Title: Mirror Mirror

Genre: Comedy

Starring: Julia Roberts, Lily Collins, Armie Hammer, Nathan Lane, Sean Bean

Director: Tarsem Singh

Studio: Relativity Media

Runtime: 106 minutes

In Theatres: March 30, 2012

MPAA Rating: PG

Rating: 2.70 (out of 4.00)

Grade: C+

Official Site

Director Tarsem Singh is known for his elaborate sets and oftentimes stylized cinematography. Coming off of last year’s godly epic Immortals, Singh has changed directions with a retelling of the Snow White fairy tale in Mirror Mirror. Can he put a new spin on the classic children’s story or is his direction a poison apple to the beloved franchise?

The story of Mirror Mirror remains fairly similar to the fairy tale we all grew up with, with a few differences too of course. Princess Snow White (Lily Collins) has been living with her evil step mother (Julia Roberts) ever since her father died. Under the rule of the wicked queen, the kingdom is in despair.  Things begin to change with the arrival of Prince Alcott (Armie Hammer) from a neighboring kingdom. While he and Snow White instantly form a connection, it’s the jealous queen who will do anything she can, even going as far as using dangerous magic, to get what she wants. 

Set in the fantastical land first created by the Brothers Grimm, Mirror Mirror presents a fairy tale that is familiar yet still fresh.
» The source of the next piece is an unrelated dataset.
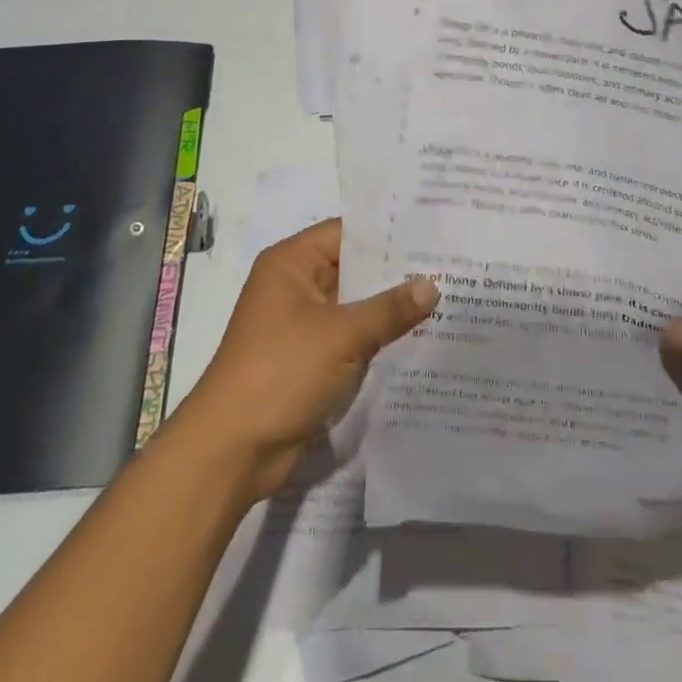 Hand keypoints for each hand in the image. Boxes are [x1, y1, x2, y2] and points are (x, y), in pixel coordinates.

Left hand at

The elaborate costumes and environments all contribute to the magical nature of the film. The script? Not so much.

The dialogue strives too hard to be humorous and ends up falling flat much of the time. The chemistry between Collins and Roberts just isn’t there which leads to some awkward situations. Hammer does a suitable performance as the dashing prince, though. Where the film truly shines is with the seven dwarves.

Happy, Sleepy, Grumpy, Dopey, Bashful, Sneezy, and Doc have been replaced by Half-Pint, Grimm, Napoleon, Chuckles, Wolf, Butcher, and Grub. Each of them is just as unique as the original dwarves and together they keep the story moving with witty banter among themselves and their love of Snow White. The majority of laughs will come from the dwarves and their slapstick humor.

Mirror Mirror attempts to revitalize the Snow White tale and only manages to come close to hitting its mark. The dwarves make the biggest lasting impression of the film, although the story feels stuck somewhere in between the classic Snow White we know and the unfamiliar. Mirror Mirror may not necessarily be the fairest of them all, but it isn’t the poison apple that kills our beloved princess either so go ahead and tale a bite.